The first step is to select the type of blinds. Manufacturers often use an upper-case letter and a number (such as Z-90) as a type designation, which designates the type and shape of slats used (Z), followed by their width in mm (90 mm in this case).
1. Selection of slat type and width
External blinds are typically of the C, Z or S type; some marked F can be encountered occasionally. There are several general rules for them.
Blinds with C-shaped slats (such as C-80 or C-65) were among the first to the market. They are very affordable and their great advantage is the ability to tilt their slats both ways and reflect the light towards the ceiling or floor – whatever is more pleasing for you. However, C-shaped slats aren’t lockable, which means they do not create such darkness comparable to Z or S blinds when closed. These properties make them suitable for rooms in which less shading is sufficient.
Blinds with Z or S-shaped slats (such as S-90, Z-90 or Z-70) are more modern. Thanks to their shape, the slats fit into each other perfectly, creating greater darkness than C-type blinds. They also have pieces of rubber pressed onto their edges so they are pleasantly quiet even when it’s windy outside.
While F-type blinds (such as F-80) are not as prevalent in manufacturers’ assortments, they boast several advantages. The most significant one is a very low packet profile – the slats are flatter, meaning the blind does not take up as much space when pulled up. This comes in handy on smaller windows, where it’s important for the packet not to reduce the effective window height too much. The slats can also be tilted both ways.
Z-90 blinds in detail
Once the slat type has been selected, it is necessary to select the width. Narrower slats (e.g. 65 or 70 mm) are recommended for protection of smaller windows or windows with not as much brickwork as they don’t take up as much space and can be installed even in places where wider slats would reach over the façade.
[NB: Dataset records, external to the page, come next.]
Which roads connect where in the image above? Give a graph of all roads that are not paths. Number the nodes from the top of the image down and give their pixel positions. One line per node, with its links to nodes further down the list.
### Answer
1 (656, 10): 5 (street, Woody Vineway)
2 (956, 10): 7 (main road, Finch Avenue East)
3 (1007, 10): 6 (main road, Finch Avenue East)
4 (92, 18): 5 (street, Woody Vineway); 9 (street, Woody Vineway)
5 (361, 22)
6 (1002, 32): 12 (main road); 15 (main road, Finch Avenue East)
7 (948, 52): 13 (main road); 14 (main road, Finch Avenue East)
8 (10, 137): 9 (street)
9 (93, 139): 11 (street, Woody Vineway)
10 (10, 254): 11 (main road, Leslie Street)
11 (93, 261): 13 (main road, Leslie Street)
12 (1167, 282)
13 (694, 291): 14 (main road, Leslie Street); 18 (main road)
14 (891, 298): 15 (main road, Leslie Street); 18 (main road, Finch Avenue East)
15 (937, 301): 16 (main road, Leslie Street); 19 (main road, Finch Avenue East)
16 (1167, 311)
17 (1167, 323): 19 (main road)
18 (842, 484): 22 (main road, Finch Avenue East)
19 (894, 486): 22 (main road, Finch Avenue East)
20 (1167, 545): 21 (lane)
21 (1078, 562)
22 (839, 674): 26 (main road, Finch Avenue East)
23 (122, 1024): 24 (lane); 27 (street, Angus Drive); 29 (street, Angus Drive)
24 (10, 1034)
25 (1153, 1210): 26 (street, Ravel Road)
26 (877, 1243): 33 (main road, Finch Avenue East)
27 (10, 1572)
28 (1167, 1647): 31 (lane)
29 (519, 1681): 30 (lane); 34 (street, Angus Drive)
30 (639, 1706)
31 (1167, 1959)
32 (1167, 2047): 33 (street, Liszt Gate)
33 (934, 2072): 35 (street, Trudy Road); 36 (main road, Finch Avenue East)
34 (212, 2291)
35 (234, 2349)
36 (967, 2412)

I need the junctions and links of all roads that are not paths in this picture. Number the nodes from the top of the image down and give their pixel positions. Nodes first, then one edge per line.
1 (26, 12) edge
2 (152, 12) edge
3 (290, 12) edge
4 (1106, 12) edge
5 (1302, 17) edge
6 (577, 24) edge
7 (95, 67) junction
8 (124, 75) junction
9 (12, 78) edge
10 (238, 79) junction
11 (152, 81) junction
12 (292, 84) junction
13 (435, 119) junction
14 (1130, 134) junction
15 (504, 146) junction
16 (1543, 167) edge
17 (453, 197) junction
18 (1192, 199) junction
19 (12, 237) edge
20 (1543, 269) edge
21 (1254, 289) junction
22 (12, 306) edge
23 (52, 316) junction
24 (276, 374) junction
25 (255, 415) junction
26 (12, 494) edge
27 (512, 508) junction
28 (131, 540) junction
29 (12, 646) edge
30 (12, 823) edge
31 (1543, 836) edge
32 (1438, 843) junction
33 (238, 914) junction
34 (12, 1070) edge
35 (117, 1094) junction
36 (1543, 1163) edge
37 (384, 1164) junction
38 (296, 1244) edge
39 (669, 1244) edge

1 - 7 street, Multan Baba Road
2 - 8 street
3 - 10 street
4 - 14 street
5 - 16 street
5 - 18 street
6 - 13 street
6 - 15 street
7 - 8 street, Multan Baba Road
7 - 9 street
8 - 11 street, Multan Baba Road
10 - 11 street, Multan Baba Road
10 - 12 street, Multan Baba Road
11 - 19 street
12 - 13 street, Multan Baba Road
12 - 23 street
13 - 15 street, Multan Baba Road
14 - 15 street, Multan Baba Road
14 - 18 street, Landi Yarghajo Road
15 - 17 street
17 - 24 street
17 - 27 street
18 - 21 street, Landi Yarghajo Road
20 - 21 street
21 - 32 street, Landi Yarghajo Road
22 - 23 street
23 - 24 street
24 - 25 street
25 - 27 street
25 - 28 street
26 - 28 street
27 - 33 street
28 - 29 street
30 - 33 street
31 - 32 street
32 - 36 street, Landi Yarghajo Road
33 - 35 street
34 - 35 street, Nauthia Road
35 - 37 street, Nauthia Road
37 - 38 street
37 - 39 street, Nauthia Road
Narrow slats are more subtle and elegant, which is why an architect may suggest them when designing a house.
In contrast, wider slats (80 or 90 mm) are suitable for sun protection of large windows and glass surfaces, such as conservatories. Wider slats are typically more robust and stronger.
If you’re still not sure which type to choose, you might get inspired by other customers. Most clients tend to choose wider slats. As mentioned in our earlier article, Z-90 are the best-selling blinds in our assortment.
Slat width differences. The narrowest C-65 on the left, C-80 in the middle, the widest Z-90 on the right.
2. Colour selection
After selecting the blind type, it is time to select a colour. Exterior blinds are usually available in several basic colours, most often some cooler tones of white, grey or anthracite. If the basic selection does not attract you, some manufacturers offer the option to select additional colours beyond the standard ones.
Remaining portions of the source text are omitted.